%%

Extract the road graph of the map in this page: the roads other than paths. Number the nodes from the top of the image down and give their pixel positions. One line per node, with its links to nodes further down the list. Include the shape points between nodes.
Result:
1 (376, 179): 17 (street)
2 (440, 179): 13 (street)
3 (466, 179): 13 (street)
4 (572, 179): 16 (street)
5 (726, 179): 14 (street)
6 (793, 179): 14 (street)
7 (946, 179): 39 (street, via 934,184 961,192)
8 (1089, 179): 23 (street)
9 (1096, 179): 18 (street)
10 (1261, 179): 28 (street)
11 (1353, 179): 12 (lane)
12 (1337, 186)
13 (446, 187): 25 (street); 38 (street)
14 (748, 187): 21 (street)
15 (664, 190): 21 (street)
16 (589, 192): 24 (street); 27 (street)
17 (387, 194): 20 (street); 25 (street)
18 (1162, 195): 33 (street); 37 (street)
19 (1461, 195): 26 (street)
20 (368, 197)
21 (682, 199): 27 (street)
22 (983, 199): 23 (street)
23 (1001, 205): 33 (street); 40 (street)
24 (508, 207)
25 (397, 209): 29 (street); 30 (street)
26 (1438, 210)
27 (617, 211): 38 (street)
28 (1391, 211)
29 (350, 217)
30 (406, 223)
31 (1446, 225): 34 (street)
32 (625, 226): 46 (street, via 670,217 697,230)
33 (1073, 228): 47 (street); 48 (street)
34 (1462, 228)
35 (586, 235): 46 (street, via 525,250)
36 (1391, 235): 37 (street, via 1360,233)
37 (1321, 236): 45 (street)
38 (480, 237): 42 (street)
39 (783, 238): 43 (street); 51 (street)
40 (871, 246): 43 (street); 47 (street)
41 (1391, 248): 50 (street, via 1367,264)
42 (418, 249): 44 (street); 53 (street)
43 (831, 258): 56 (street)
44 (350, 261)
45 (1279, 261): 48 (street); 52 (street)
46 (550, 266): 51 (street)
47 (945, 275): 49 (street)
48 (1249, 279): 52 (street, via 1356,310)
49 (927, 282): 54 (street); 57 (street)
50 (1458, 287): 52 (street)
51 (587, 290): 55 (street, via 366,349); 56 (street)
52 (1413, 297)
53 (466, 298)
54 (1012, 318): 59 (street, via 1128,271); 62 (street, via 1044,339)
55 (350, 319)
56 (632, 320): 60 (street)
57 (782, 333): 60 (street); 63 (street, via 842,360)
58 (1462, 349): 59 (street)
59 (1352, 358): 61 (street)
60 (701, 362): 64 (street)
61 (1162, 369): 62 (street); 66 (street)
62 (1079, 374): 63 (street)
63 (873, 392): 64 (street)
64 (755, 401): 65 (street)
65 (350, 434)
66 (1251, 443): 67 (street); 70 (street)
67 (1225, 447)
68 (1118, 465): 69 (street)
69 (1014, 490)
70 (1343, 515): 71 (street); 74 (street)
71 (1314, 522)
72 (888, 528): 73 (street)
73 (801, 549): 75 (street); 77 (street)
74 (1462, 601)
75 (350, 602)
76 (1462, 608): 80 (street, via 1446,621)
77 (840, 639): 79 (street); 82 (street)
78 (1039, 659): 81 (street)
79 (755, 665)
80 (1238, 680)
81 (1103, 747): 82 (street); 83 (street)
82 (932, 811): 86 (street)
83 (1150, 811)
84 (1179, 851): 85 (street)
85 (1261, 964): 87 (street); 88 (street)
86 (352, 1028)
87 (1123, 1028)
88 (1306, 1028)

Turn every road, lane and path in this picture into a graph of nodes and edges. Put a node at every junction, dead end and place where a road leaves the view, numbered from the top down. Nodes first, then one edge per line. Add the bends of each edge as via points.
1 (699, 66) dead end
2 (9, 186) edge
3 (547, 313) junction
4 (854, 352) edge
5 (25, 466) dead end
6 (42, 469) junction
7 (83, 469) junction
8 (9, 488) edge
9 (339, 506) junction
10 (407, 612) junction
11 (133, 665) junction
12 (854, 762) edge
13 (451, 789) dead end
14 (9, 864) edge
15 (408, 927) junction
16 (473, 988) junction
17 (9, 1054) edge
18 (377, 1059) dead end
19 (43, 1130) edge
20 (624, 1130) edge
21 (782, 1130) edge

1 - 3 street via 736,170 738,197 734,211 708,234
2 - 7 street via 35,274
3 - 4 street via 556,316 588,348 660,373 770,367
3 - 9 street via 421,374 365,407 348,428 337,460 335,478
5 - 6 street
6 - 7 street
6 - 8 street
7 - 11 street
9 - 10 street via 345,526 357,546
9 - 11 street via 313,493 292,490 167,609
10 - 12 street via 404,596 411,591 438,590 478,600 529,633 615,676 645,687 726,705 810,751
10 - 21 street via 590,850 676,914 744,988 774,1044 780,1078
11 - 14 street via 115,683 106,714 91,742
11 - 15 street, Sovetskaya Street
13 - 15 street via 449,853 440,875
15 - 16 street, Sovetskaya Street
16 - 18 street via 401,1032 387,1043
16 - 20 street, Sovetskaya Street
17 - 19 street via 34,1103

%%
%%

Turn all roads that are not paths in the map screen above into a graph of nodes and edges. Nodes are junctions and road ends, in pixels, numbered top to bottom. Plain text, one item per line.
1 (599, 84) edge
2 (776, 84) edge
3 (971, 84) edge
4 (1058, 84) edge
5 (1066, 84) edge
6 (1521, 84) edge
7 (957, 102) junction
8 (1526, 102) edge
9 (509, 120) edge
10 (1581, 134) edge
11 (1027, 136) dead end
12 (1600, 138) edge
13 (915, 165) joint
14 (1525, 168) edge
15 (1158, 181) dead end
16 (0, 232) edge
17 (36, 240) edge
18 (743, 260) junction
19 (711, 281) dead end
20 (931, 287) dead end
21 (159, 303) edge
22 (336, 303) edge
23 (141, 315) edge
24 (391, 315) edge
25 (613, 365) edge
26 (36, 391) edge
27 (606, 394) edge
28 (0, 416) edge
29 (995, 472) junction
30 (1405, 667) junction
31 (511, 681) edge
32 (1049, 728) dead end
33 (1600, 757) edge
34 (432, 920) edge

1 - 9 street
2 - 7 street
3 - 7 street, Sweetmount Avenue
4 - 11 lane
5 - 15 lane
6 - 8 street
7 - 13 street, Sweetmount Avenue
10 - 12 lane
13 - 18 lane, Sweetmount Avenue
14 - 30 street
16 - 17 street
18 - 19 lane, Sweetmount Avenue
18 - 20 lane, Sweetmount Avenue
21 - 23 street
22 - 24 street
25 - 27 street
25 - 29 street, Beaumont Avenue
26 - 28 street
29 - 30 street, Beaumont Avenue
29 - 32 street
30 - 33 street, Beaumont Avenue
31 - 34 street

%%
%%

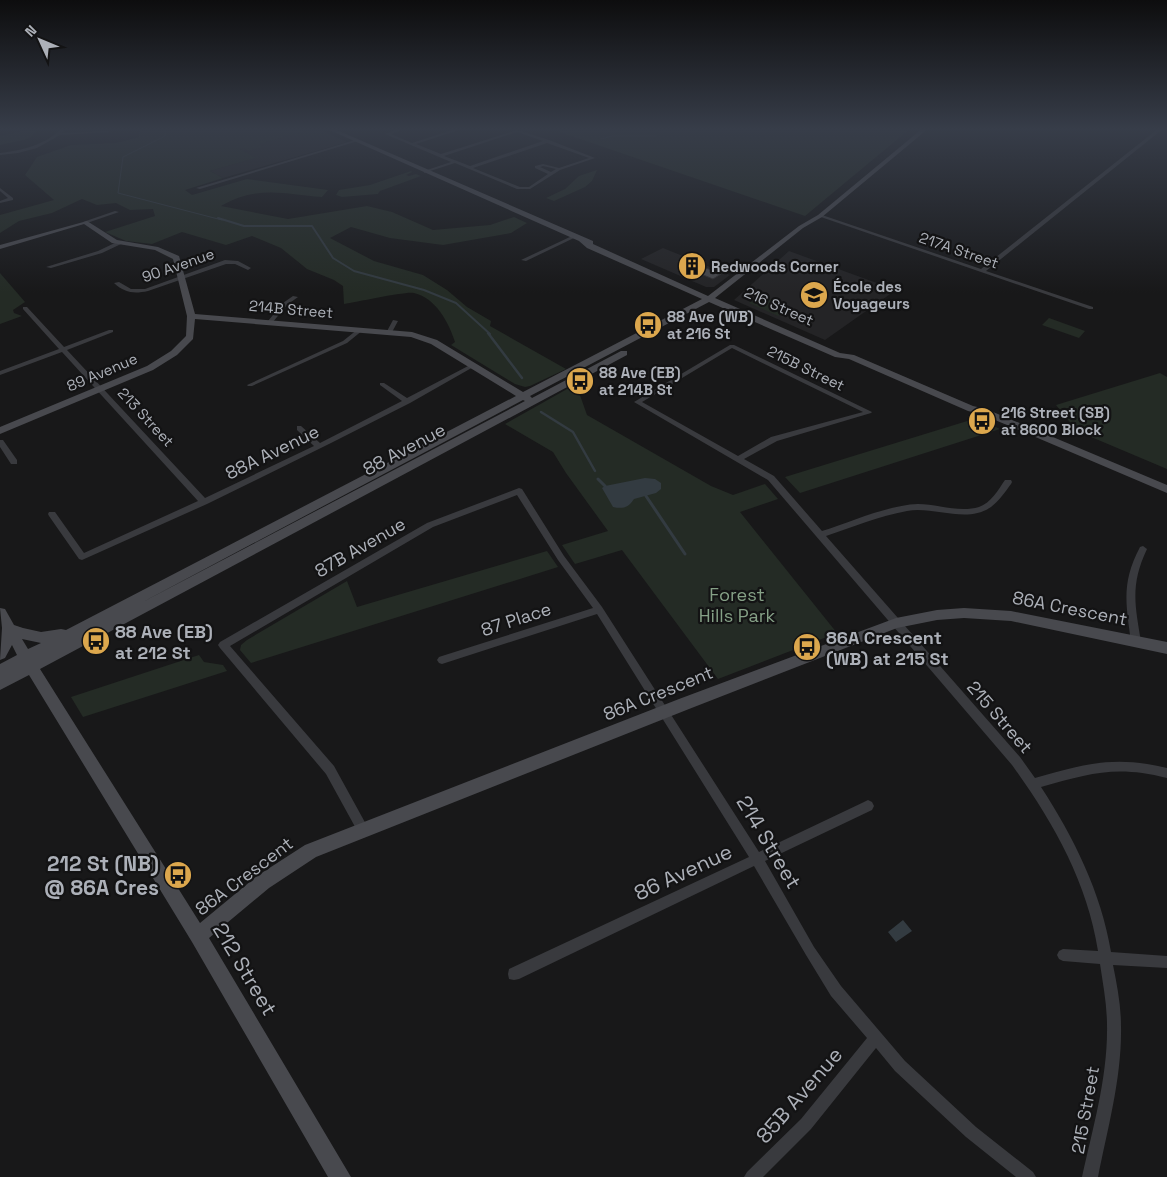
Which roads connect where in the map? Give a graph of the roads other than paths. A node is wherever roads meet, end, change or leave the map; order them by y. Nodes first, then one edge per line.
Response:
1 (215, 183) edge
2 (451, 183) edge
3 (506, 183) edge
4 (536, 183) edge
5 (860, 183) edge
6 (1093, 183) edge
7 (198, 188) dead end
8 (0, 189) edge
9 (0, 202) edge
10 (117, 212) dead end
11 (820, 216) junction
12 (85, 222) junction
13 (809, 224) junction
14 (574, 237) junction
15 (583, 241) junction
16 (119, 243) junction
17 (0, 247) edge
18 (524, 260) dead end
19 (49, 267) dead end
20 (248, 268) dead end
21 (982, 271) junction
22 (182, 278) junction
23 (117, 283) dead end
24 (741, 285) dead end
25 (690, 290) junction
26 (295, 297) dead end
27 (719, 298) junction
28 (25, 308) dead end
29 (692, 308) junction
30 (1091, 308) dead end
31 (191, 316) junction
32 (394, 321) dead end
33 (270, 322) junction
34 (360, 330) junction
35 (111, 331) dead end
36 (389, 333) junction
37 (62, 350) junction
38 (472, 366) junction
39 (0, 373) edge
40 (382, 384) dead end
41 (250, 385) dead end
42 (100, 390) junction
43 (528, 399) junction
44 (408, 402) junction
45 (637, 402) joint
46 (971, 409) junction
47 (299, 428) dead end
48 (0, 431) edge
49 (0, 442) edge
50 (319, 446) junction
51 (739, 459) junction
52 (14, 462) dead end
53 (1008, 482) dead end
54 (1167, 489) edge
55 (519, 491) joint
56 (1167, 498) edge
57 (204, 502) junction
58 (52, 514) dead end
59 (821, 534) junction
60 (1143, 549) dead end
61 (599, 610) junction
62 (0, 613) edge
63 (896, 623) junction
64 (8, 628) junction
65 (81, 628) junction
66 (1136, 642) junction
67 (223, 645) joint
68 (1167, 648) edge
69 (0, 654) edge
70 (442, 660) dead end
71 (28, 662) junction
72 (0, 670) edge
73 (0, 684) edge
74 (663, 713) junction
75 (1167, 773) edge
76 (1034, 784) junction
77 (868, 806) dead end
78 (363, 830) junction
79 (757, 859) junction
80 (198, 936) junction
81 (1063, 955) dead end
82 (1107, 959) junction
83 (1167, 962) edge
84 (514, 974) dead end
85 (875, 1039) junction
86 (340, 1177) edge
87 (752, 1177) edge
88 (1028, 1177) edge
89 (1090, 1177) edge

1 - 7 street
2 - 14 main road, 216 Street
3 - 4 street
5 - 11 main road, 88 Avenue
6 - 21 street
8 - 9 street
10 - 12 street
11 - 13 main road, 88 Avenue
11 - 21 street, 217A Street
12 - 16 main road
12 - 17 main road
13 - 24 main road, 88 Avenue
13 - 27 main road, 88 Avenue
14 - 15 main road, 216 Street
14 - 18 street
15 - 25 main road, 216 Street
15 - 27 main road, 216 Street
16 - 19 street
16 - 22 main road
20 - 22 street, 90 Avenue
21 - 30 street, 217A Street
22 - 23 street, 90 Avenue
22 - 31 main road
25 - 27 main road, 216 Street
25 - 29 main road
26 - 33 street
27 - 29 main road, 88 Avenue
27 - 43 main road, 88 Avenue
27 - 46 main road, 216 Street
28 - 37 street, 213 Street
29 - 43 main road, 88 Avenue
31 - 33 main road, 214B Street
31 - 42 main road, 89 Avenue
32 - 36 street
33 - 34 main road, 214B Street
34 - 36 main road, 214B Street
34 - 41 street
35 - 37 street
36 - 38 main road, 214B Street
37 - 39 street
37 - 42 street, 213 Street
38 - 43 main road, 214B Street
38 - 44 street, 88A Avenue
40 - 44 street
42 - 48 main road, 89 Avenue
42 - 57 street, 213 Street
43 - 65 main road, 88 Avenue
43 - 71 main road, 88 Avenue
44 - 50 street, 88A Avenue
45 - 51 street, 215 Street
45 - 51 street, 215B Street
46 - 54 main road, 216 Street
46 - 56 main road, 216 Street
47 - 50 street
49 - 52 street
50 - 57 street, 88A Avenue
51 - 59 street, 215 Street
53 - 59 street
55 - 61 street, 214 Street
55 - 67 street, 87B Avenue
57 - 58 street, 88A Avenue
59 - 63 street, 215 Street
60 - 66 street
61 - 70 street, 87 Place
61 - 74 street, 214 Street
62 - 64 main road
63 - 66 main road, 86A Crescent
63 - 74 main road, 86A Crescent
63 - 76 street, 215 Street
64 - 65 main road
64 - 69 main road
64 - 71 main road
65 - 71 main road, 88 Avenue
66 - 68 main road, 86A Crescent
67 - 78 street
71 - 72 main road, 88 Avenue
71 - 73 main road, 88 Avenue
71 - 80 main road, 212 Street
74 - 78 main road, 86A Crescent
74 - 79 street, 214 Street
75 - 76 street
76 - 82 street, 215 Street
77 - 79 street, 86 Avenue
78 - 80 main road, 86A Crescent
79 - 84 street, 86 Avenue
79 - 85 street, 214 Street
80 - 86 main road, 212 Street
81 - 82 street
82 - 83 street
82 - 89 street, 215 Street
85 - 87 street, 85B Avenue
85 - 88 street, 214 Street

%%

Aim of the task:
All that is wanted is the number of lines in the records that include the string "down".

Reply:
2